Background: Early life exposure to adverse environments, and maternal stress in particular, has been shown to increase risk for metabolic diseases and neurobehavioral disorders. While many studies have examined the hypothalamic-pituitary-adrenal axis (HPA axis) as the primary mechanism behind these relationships, emerging research on the brain-gut axis suggests that the microbiome may play a role. In this study, we tested the relationships among maternal precarity and HPA axis dysregulation during the peripartum period, infant gut microbiome composition, and infant HPA axis functioning.
Methods: Data come from 25 mother-infant dyads in the Galápagos, Ecuador. Women completed surveys on precarity measures (food insecurity, low social support, depression, and stress) and gave salivary cortisol samples during and after pregnancy. Infant salivary cortisol and stool were collected in the postpartum. Statistical significance of differences in microbial diversity and relative abundance were assessed with respect to adjusted linear regression models.

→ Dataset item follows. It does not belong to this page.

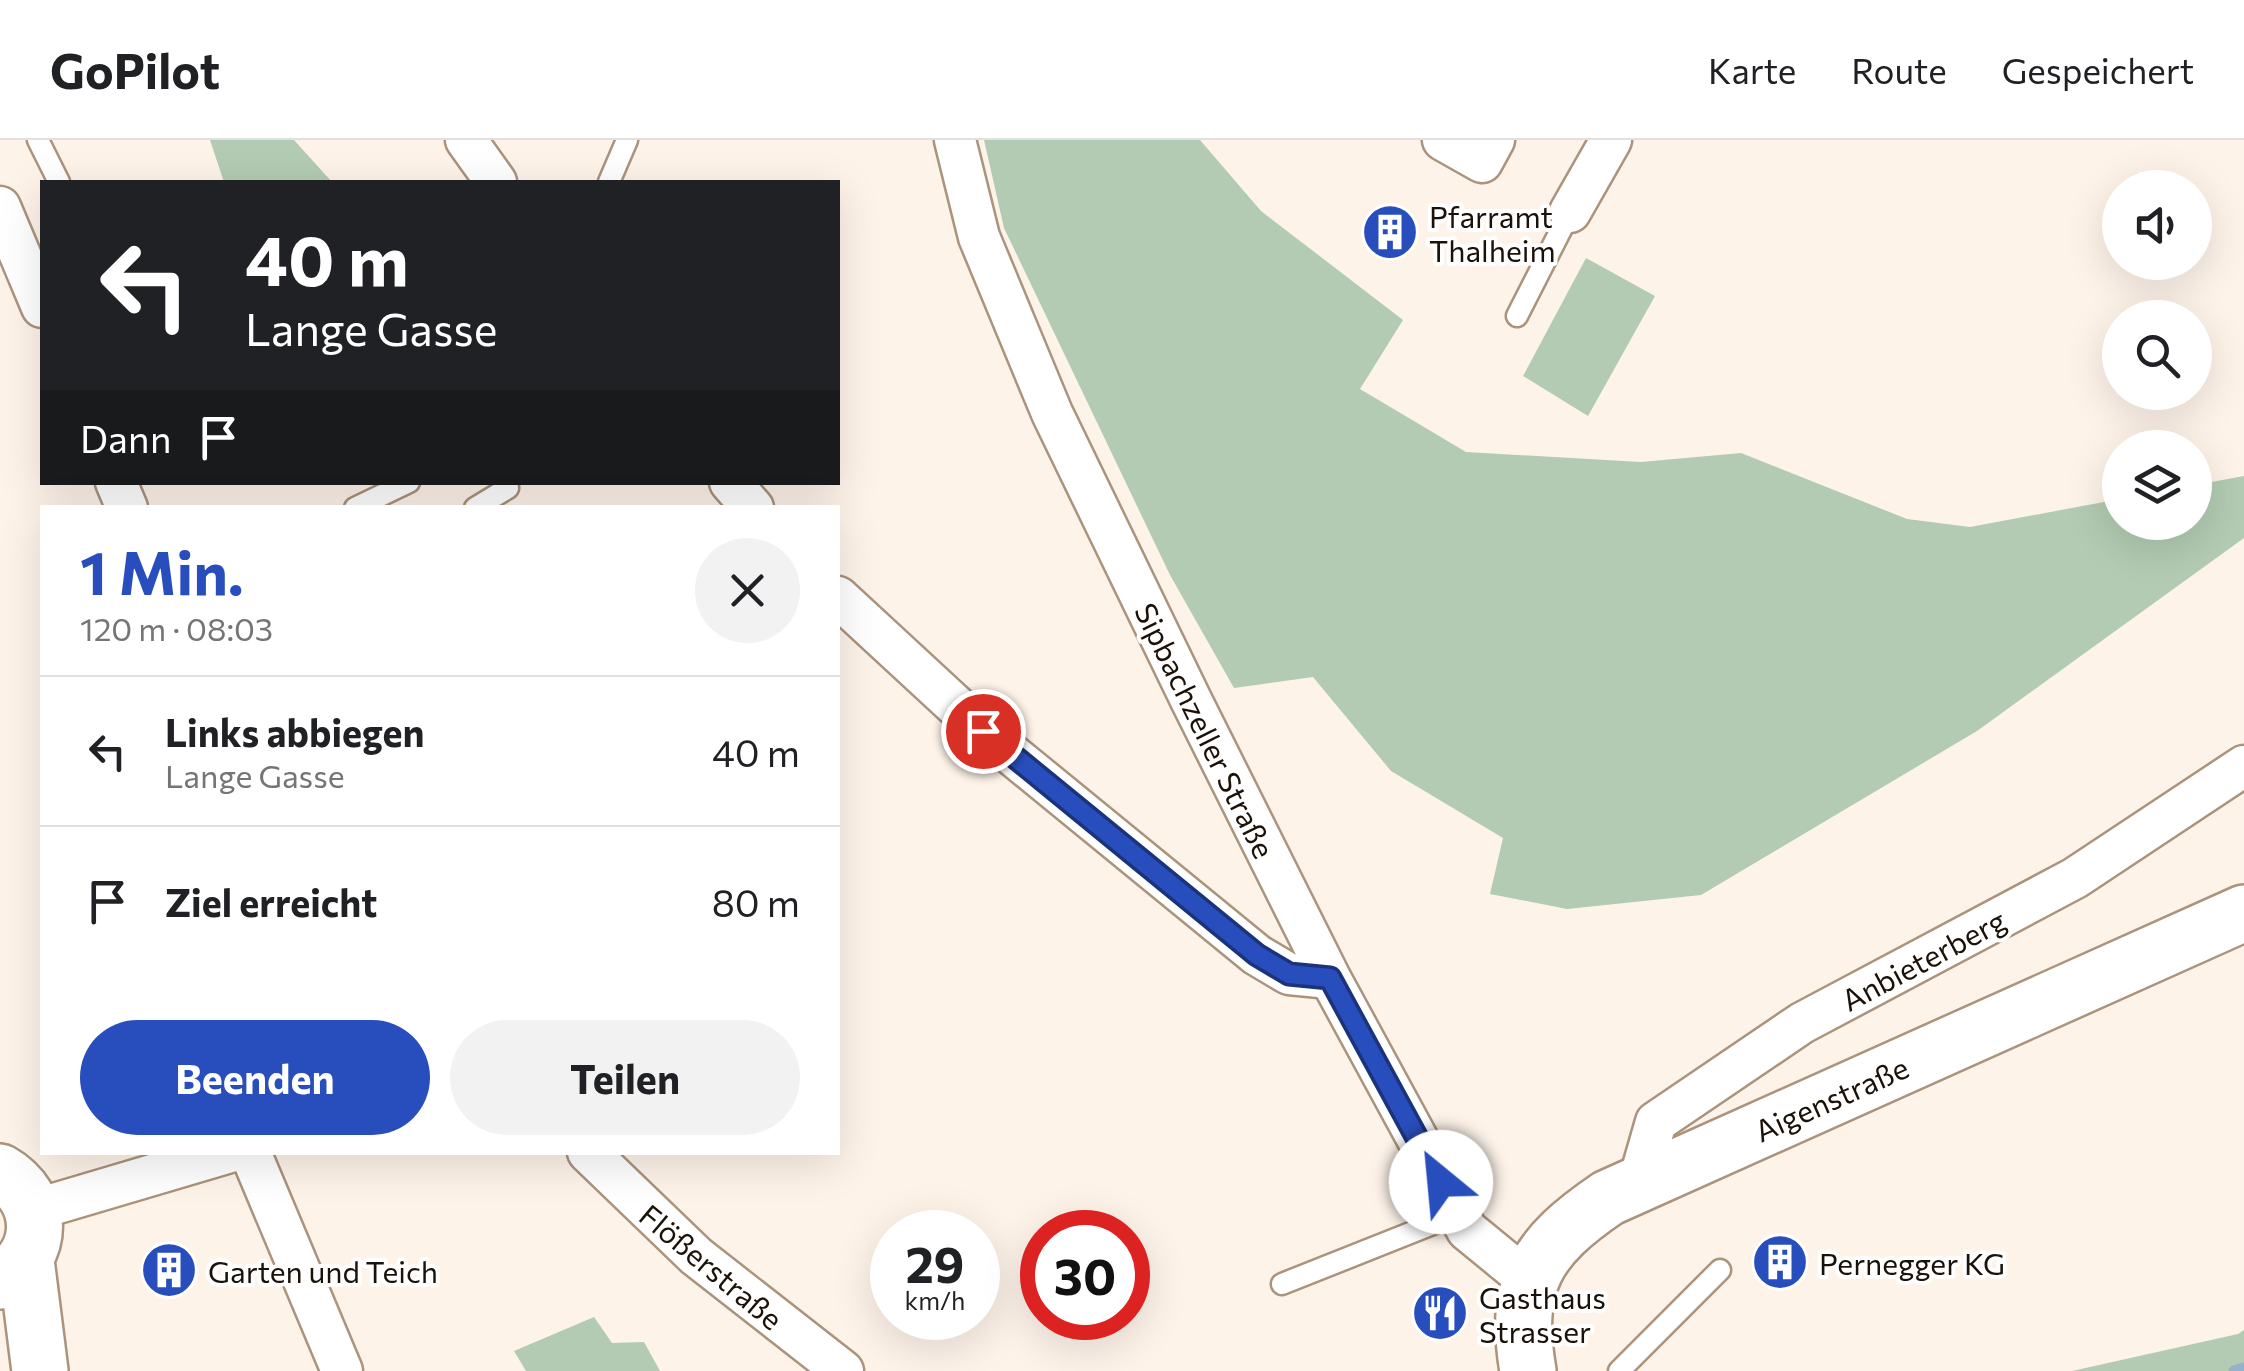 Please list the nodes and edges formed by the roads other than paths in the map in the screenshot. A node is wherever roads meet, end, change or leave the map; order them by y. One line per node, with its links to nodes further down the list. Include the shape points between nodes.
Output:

Results: Maternal precarity was associated with lower diversity and higher relative abundance of Enterobacteriaceae and Streptococcaceae and a lower relative abundance of Bifidobacterium and Lachnospiraceae. These patterns of colonization for Enterobacteriaceae and Bifidobacterium mirrored those found in infants with HPA axis dysregulation. Maternal HPA axis dysregulation during pregnancy was also associated with a greater relative abundance of Veillonella.
Conclusions: Overall, exposures to precarity and HPA axis dysregulation were associated with an increase in groups that include potentially pathogenic bacteria, including Enterobacteriaceae, Streptococcaceae, and Veillonella, and a decrease in potentially protective bacteria, including Bifidobacterium and Lachnospiraceae, as well as a decrease in overall diversity.